FIG. 6.

Mechanism of YY1 repression of HPV ori replication. (A) Interaction of YY1 protein with GST-H18E2 protein. A Western blot following SDS–10% PAGE was used to reveal His-YY1 retained on glutathione-beads loaded with increasing amounts of GST-H18E2 fusion protein but not on beads loaded with GST alone. Purified His-YY1 (3 μg, one half of input amount) was loaded in lane 4. A similar result was obtained when the binding assay was performed in the presence of ethidium bromide (30 μg/ml), which eliminates potential nonspecific binding caused by interactions with DNA (24). (B) Partial restoration of HPV-18 ori replication in the presence of exogenous YY1 by elevated E2 protein.
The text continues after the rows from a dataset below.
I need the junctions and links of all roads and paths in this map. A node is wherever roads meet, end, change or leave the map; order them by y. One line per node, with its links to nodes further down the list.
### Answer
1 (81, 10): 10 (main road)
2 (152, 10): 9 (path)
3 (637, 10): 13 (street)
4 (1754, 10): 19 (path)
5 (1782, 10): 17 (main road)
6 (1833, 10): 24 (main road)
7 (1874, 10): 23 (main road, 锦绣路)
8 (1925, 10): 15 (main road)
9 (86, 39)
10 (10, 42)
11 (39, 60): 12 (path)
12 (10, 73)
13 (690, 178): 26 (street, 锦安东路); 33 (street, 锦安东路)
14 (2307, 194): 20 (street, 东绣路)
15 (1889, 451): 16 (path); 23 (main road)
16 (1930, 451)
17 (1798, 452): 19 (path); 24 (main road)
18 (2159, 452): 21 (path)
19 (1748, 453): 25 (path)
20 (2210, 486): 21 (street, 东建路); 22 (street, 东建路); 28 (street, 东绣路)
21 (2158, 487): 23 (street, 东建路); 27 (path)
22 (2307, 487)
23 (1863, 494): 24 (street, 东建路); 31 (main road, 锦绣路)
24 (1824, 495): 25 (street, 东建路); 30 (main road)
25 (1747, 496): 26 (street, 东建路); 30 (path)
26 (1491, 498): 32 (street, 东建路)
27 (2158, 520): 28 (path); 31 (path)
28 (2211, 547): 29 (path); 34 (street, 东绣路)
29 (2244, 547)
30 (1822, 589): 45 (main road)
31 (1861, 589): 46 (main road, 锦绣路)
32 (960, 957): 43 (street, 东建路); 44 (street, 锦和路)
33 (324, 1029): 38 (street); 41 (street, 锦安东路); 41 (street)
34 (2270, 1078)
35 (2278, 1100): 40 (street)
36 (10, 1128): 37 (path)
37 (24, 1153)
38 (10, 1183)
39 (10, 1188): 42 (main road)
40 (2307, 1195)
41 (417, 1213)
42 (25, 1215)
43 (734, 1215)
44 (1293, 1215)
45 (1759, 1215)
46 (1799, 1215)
Replication reactions of pBS-H18ori was conducted in the absence of the viral replication proteins (lane 1) or in the presence of 180 ng of His-H18E1 plus 14 ng of GST-H18E2 (lanes 2 to 6) or plus 140 ng of E2 (lanes 7 and 8). His-YY1 (lanes 3 and 4) or His-YY1, which was boiled for 10 min under mineral oil (lanes 5 and 6), was added as indicated (in micrograms). The relative intensity (Rel I) values were calculated in percentages by comparing isotope incorporation to that in lane 2, after subtracting the background incorporation in lane 1, as measured by a PhosphorImager.